=== Provided entries ===
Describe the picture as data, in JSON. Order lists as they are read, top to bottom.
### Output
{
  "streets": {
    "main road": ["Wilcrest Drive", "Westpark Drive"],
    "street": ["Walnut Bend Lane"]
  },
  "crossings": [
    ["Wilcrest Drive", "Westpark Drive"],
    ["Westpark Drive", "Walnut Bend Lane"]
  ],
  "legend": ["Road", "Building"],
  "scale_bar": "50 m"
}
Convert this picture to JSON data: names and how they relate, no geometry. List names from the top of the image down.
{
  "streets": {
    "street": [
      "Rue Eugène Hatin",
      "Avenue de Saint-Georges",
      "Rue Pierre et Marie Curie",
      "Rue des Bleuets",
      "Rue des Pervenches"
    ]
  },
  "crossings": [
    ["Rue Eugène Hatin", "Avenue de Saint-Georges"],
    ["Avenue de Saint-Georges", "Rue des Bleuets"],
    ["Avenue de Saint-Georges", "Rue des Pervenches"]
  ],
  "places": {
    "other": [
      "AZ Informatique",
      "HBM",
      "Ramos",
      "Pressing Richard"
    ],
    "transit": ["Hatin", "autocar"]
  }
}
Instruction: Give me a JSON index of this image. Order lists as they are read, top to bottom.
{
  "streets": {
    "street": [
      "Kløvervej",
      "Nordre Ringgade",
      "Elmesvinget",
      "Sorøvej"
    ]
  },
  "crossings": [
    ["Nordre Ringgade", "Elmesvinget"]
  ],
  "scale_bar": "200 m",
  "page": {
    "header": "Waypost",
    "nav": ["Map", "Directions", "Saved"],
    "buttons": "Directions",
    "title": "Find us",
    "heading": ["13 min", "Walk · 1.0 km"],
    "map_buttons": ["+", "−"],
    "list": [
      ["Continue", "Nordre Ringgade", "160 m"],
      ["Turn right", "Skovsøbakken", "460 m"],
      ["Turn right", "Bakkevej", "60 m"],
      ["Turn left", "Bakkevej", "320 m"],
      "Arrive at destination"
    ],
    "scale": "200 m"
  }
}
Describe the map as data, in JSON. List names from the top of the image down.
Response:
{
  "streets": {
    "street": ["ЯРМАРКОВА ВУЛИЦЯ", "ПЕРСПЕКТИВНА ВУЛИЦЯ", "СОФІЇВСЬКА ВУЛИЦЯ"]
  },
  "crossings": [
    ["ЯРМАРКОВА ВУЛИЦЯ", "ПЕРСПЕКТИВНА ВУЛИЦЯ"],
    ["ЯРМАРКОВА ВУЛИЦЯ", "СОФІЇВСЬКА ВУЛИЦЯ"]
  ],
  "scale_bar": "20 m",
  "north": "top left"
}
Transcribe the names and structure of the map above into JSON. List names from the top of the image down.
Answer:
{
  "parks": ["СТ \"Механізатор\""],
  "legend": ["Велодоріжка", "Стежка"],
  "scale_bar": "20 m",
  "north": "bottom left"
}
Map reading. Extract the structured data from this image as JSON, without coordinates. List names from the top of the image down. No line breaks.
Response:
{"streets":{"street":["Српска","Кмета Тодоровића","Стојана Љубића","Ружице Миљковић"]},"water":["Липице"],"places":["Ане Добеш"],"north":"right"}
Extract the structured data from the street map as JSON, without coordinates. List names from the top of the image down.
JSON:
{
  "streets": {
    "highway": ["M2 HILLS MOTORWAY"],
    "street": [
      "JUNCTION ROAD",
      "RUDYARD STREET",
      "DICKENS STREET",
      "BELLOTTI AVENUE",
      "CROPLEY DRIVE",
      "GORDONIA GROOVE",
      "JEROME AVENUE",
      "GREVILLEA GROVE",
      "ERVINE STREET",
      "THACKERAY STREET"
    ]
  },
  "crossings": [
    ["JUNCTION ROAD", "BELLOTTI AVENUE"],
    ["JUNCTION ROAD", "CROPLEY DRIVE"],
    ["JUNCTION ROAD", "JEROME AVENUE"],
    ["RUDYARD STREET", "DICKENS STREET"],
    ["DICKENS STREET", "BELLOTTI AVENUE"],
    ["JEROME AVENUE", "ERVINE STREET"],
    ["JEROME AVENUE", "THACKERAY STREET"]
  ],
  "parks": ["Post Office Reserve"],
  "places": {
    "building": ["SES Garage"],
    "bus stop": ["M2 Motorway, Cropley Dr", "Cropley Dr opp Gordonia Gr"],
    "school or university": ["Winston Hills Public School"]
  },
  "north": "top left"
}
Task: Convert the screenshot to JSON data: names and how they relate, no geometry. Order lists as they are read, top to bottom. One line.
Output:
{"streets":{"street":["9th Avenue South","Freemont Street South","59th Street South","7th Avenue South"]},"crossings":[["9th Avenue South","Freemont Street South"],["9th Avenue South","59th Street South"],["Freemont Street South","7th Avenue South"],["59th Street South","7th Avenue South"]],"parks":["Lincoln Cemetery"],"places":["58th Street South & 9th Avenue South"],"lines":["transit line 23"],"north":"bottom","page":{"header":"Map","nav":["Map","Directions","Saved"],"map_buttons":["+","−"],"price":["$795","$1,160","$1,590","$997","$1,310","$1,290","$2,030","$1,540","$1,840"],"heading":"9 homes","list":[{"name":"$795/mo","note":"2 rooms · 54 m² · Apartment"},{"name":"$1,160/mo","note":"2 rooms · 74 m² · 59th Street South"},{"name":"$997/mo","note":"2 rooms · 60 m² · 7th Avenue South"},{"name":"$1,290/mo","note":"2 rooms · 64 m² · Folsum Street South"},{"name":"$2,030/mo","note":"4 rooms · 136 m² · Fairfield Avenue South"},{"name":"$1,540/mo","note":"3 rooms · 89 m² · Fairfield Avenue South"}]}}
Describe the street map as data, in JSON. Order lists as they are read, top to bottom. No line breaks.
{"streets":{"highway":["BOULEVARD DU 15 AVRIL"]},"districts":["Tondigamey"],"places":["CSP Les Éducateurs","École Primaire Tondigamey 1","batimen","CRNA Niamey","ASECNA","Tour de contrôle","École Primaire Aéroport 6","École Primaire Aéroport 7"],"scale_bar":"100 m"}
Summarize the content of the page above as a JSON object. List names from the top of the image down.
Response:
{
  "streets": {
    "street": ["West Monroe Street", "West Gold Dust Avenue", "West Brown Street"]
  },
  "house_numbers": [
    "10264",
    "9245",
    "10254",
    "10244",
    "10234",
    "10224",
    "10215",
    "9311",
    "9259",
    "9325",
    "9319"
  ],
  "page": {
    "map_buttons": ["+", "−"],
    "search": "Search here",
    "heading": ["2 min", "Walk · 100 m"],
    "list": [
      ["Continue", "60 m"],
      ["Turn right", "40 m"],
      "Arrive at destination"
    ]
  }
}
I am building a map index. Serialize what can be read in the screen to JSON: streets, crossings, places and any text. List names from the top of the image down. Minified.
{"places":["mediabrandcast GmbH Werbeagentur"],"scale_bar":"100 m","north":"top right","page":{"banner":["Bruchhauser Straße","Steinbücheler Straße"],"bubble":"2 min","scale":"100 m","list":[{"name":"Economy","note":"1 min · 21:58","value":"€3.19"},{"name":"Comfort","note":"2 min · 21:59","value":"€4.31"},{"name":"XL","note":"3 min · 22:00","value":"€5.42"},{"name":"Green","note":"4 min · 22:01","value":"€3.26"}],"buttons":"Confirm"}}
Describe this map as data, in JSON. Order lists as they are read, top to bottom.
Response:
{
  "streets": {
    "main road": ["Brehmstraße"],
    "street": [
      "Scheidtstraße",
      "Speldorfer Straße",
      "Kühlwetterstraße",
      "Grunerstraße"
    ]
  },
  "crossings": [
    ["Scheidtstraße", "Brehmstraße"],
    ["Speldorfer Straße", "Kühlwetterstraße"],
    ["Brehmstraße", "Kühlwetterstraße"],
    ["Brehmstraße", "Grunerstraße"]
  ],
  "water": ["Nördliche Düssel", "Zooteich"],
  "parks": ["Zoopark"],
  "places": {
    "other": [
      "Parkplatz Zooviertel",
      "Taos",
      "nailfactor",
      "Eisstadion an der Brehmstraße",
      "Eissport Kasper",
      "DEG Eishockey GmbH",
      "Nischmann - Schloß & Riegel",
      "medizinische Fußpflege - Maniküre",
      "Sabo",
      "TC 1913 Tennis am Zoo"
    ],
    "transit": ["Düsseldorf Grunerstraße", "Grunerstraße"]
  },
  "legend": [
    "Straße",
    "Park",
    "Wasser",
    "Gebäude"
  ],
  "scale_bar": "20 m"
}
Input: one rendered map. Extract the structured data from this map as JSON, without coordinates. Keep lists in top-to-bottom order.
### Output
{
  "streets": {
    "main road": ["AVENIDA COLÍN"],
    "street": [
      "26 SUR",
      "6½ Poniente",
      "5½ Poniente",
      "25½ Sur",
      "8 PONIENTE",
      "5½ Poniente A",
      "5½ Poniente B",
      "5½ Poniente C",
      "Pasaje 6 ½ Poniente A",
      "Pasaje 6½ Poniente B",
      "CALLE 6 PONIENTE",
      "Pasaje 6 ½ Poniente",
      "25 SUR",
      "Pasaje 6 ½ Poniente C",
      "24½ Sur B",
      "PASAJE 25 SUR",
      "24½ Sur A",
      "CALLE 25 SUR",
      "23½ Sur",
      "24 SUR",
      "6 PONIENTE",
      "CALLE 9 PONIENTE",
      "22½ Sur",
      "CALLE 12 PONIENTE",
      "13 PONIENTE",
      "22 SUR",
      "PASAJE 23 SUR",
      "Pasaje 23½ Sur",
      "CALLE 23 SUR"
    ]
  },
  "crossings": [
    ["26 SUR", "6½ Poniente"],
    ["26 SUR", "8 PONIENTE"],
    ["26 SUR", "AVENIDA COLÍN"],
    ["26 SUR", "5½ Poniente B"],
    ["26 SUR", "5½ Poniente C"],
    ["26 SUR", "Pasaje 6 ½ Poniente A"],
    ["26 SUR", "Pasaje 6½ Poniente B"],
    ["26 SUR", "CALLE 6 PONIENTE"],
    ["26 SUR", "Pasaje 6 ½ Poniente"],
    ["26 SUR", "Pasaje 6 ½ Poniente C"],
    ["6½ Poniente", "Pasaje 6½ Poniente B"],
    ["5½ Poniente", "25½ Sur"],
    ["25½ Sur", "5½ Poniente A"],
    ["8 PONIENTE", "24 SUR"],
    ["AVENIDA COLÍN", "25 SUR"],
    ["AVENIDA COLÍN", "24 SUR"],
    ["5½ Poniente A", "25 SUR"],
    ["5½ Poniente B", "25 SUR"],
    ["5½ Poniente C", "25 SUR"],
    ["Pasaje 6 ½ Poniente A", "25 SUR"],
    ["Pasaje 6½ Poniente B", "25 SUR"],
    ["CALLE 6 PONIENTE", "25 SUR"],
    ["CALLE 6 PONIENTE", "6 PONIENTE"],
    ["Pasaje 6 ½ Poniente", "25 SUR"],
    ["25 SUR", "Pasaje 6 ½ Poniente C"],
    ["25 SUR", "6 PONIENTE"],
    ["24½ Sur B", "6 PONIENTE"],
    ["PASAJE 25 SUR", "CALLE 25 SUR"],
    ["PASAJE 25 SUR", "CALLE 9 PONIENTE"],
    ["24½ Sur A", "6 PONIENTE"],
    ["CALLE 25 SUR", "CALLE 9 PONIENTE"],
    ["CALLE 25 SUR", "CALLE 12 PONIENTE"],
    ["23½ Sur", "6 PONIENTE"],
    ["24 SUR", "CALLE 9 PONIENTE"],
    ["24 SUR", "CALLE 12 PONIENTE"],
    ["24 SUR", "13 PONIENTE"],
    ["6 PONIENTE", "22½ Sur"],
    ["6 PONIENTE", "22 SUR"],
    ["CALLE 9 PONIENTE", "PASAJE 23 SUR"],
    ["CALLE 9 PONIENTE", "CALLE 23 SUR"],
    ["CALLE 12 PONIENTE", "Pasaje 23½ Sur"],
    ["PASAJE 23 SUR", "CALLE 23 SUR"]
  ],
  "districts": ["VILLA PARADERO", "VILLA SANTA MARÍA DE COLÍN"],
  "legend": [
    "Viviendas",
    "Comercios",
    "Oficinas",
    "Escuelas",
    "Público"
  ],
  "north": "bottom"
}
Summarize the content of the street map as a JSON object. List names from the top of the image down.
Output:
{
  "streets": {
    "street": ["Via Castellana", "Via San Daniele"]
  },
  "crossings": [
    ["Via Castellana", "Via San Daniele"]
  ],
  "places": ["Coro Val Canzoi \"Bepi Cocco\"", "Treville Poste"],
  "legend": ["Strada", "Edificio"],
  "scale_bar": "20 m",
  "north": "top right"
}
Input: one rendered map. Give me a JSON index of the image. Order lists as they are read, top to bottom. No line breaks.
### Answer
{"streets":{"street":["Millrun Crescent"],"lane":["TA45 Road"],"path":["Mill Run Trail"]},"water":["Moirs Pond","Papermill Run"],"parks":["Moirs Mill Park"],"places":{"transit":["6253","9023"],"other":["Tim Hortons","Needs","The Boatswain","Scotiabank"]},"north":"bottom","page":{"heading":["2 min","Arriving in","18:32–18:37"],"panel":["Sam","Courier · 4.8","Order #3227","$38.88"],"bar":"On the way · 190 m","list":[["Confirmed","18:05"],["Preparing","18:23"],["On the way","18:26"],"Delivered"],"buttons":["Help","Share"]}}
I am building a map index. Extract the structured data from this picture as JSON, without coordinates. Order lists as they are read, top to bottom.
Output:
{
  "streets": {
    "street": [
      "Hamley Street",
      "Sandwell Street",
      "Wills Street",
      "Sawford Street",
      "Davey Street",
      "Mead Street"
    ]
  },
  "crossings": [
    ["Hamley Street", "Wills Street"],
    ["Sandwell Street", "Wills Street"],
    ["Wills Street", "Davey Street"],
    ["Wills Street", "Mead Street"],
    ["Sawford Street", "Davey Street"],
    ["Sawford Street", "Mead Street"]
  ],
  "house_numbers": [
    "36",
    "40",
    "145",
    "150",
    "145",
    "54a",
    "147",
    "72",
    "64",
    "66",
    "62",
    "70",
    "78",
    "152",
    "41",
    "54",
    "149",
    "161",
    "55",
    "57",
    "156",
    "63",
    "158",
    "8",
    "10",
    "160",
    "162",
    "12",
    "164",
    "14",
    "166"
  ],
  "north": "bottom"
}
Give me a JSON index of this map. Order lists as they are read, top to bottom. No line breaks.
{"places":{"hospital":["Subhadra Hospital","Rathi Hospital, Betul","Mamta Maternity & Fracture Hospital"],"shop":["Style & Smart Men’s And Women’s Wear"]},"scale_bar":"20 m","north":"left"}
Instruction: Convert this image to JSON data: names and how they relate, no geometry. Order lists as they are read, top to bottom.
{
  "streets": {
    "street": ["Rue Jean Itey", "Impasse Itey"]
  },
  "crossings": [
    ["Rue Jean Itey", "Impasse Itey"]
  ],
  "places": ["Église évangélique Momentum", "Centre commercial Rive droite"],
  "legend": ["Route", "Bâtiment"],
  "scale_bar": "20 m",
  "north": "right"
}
===
Instructions for the task
From the records above, return each line that includes "Summarize".

Worked solution
Summarize the content of the page above as a JSON object. List names from the top of the image down.
Summarize the content of the street map as a JSON object. List names from the top of the image down.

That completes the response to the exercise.